Putin declara agente extranjero al codirector del documental ‘Mr. Nobody contra Putin’, ganador del Oscar
El Gobierno ruso añade al maestro Pável Talankin a su lista de proscritos y le acusa de oponerse a la guerra contra Ucrania


El putinismo ha proscrito al profesor que mostró el adoctrinamiento de los niños en los colegios rusos en el documental Mr. Nobody contra Putin, Pável Talankin. Este viernes, el Ministerio de Justicia ruso ha declarado agente extranjero al codirector de la obra, justo dos semanas después de haber obtenido el premio Oscar al mejor largo documental. Un día antes, un tribunal de la región en la que dio clase, Cheliábinsk, prohibió la emisión del filme.
El Gobierno ruso enseña a los niños en sus aulas el manejo de los drones y que “no hay miedo a morir por la madre patria”. Talankin, antiguo profesor en la pequeña ciudad de Karabash, en la región de los Urales donde Rusia se desdobla entre Europa y Asia, grabó la propaganda que su colegio le imponía a los estudiantes hasta que marchó al exilio a la República Checa en 2024.
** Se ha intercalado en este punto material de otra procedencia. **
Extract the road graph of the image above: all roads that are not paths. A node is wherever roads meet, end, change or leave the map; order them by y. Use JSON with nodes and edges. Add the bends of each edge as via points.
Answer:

El documental recorre la evolución de su escuela en los dos primeros años de la invasión de Ucrania, desde febrero de 2022. Talankin, con la colaboración del cineasta estadounidense David Borenstein, grabó las ceremonias del inicio del curso escolar, sus asambleas y sus clases. El Ministerio de Justicia ruso acusa a Talankin de “difundir información falsa sobre las acciones de las autoridades rusas, oponerse a la operación militar especial en Ucrania y colaborar con organizaciones indeseables”.
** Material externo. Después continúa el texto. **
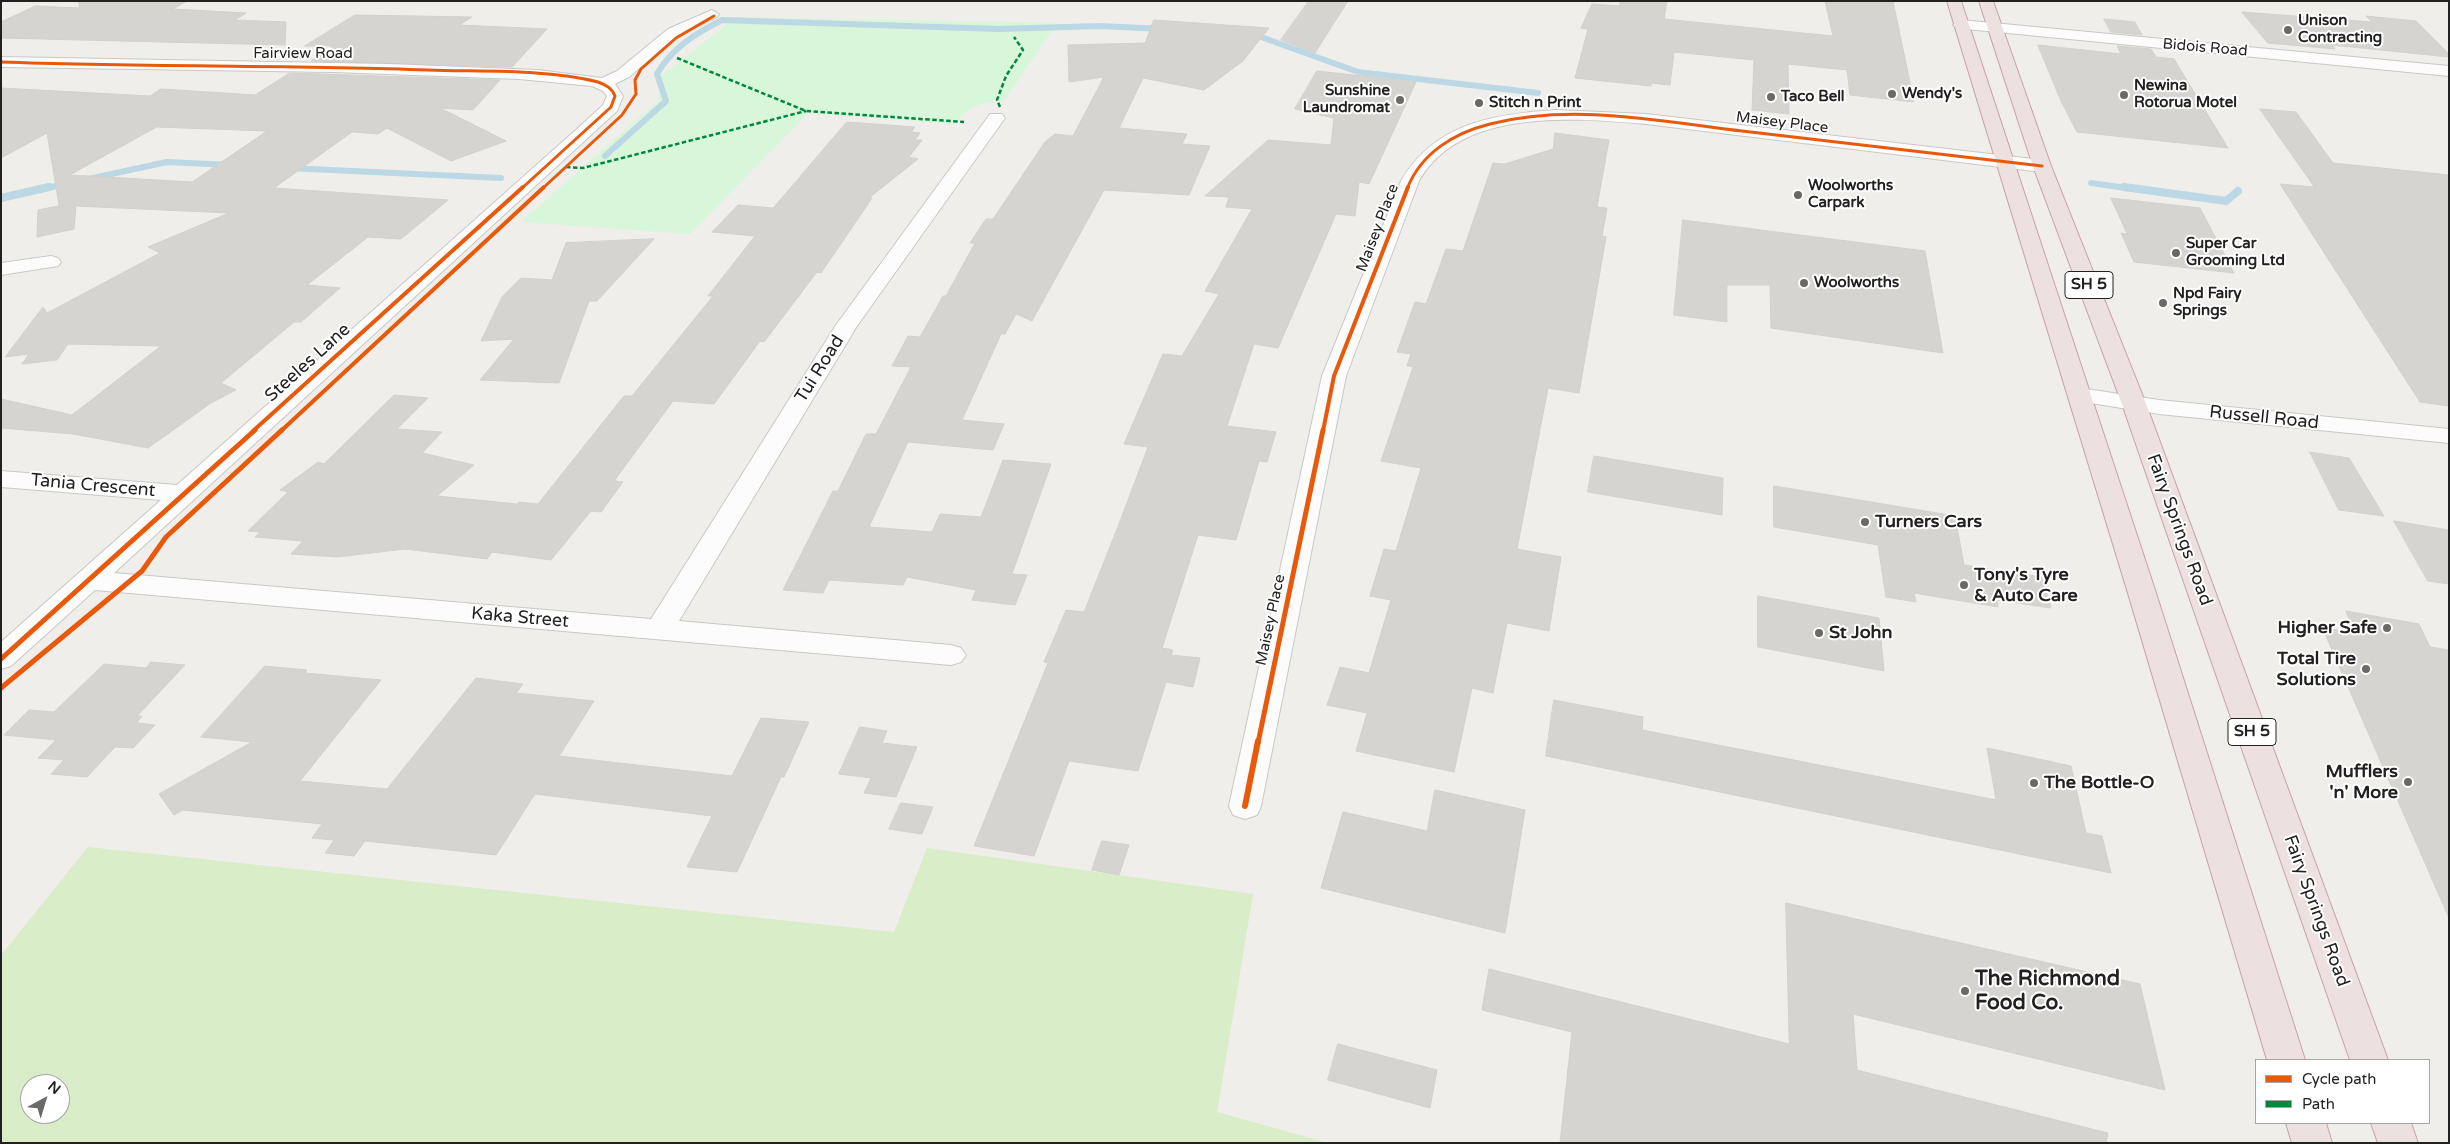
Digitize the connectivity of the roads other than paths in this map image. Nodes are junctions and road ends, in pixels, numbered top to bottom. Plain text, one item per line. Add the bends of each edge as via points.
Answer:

Asimismo, un tribunal ruso prohibió el pasado jueves la difusión del documental porque consideraba que contenía “signos de propaganda que transmiten una actitud negativa hacia el Gobierno ruso y la operación militar especial”. La corte rusa también subrayó que el profesor grabó a los menores sin el consentimiento de sus padres.
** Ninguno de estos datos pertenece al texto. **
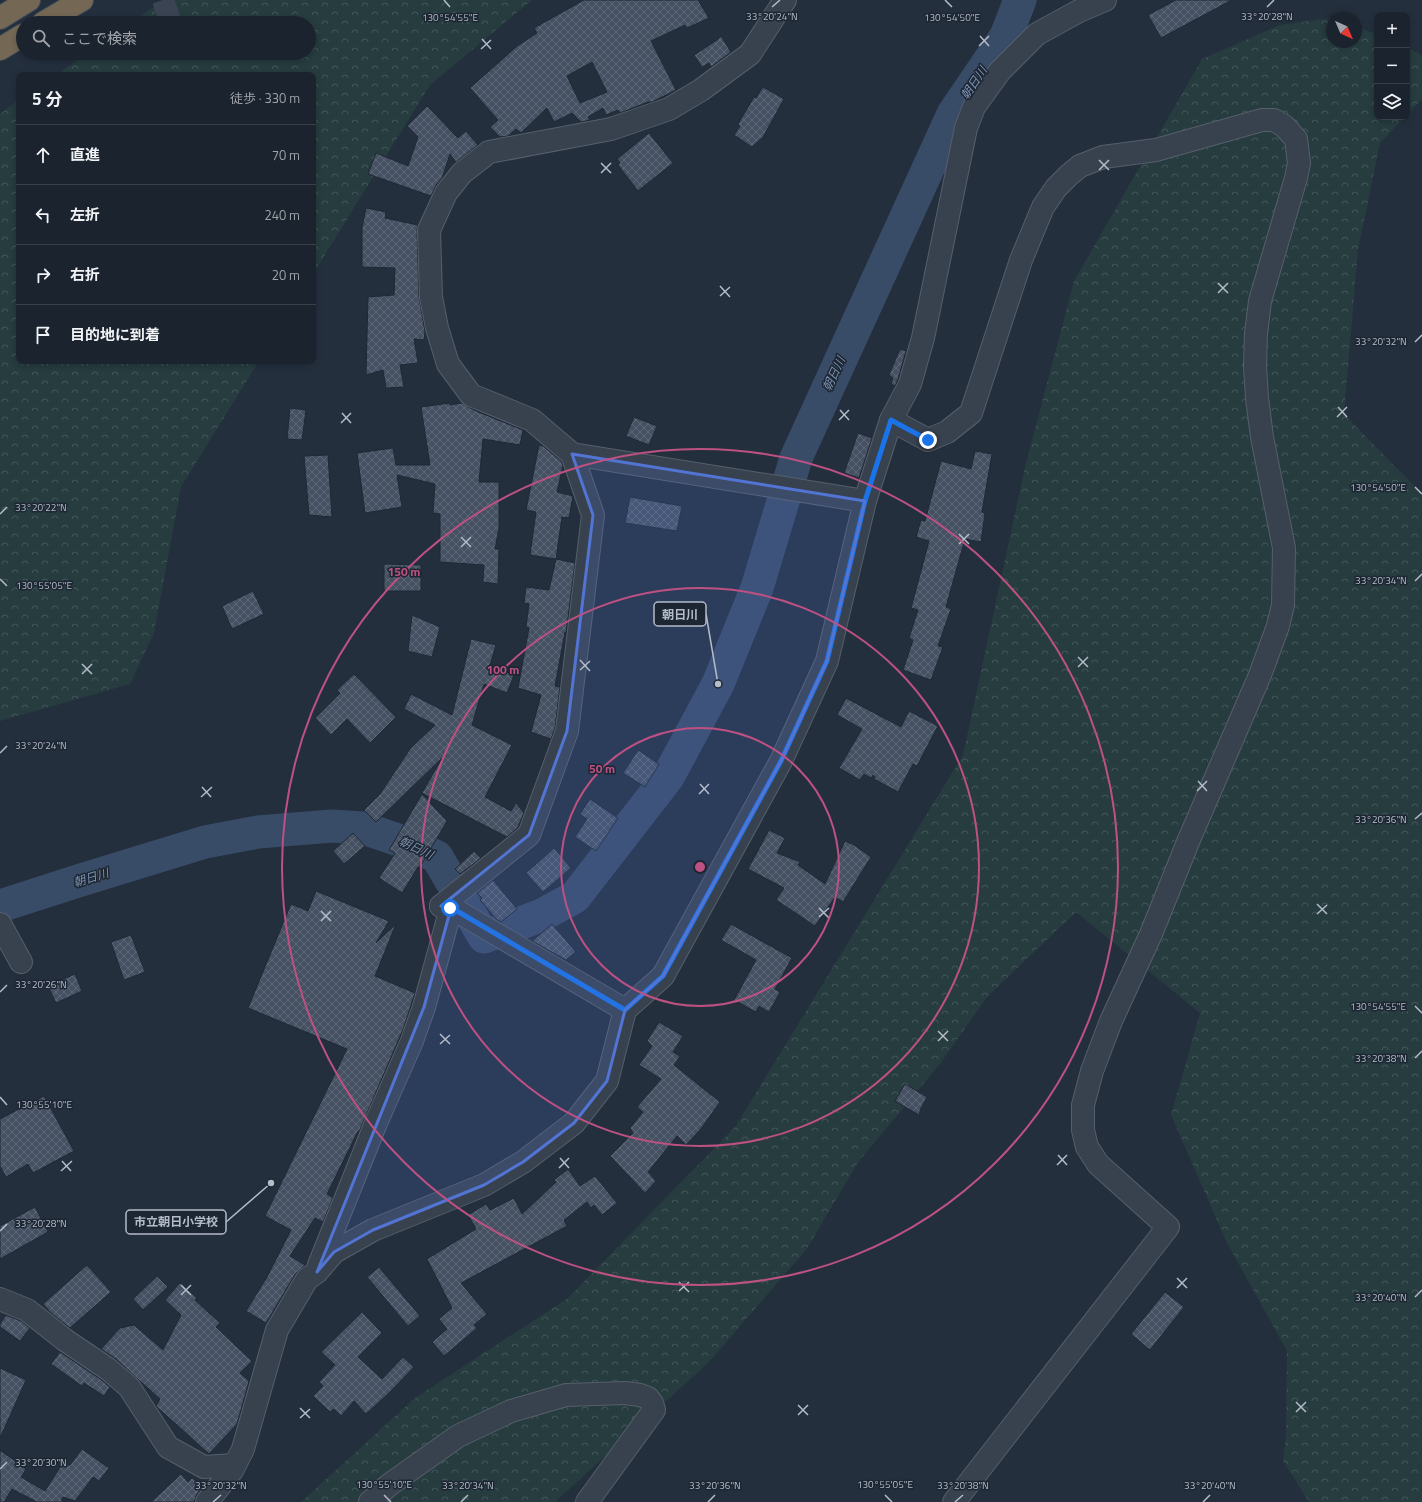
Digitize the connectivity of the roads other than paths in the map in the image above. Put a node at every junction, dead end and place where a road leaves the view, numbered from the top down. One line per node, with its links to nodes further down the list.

Talankin se ha mostrado sorprendido ante los medios independientes rusos. “Honestamente, no esperaba que me declarasen agente extranjero porque la película ya tiene un año, es vieja. ¿Por qué ahora? ¿Les ha molestado tanto el Oscar?“, ha declarado el codirector al canal de noticias Vot Tak.

La victoria de Talankin en los premios de la Academia de Hollywood fue pasada de largo por las agencias de noticias y las televisiones rusas en su cobertura del resto de la gala.
La etiqueta de agente extranjero supone la proscripción de toda vida pública en Rusia. La medida, que hace una década obligaba a declarar hasta el último kopek —céntimo de rublo— al opositor, periodista o activista afectado, ha sido reformada gradualmente por el Kremlin hasta prohibir participar en actividades públicas, sacar libros o películas, o aspirar a ciertos empleos, a aquellos ciudadanos que el putinismo acuse de actuar “bajo influencia extranjera”, aunque este no tenga siquiera contacto con ningún organismo o persona de otro país.
Etiqueta con la que cerrar asociaciones
Esta misma etiqueta ha sido utilizada por el Kremlin para cerrar organizaciones defensoras de derechos humanos que han sido clave en el periodo democrático ruso. Una de ellas es la fundación Memorial, la asociación de memoria histórica que sacó a la luz a las millones de víctimas de la represión soviética y, posteriormente, defendió los derechos humanos en la Rusia de Yeltsin y Putin. Memorial fue liquidada por el Kremlin a finales de 2021, meses antes de comenzar la invasión de Ucrania, bajo la acusación de que no ponía la marca de agente extranjero en todas y cada una de sus publicaciones en redes sociales.
Este viernes, el Ministerio de Justicia ha ido un paso más allá y ha solicitado declarar extremista a Memorial. Esta medida supondría multas e, incluso, penas de cárcel, por citar o usar los símbolos de esta organización de derechos humanos.
Cientos de rusos han sido declarados agentes extranjeros desde que comenzó la guerra. El Ministerio de Justicia publica cada viernes los ciudadanos y ONG que son añadidos a esta lista negra. Además de Talankin, esta jornada han sido incluidos en la marca negra del Kremlin el empresario Vitali Ginzburg, la periodista Marina Skorikova y la organización Cristianos contra la guerra.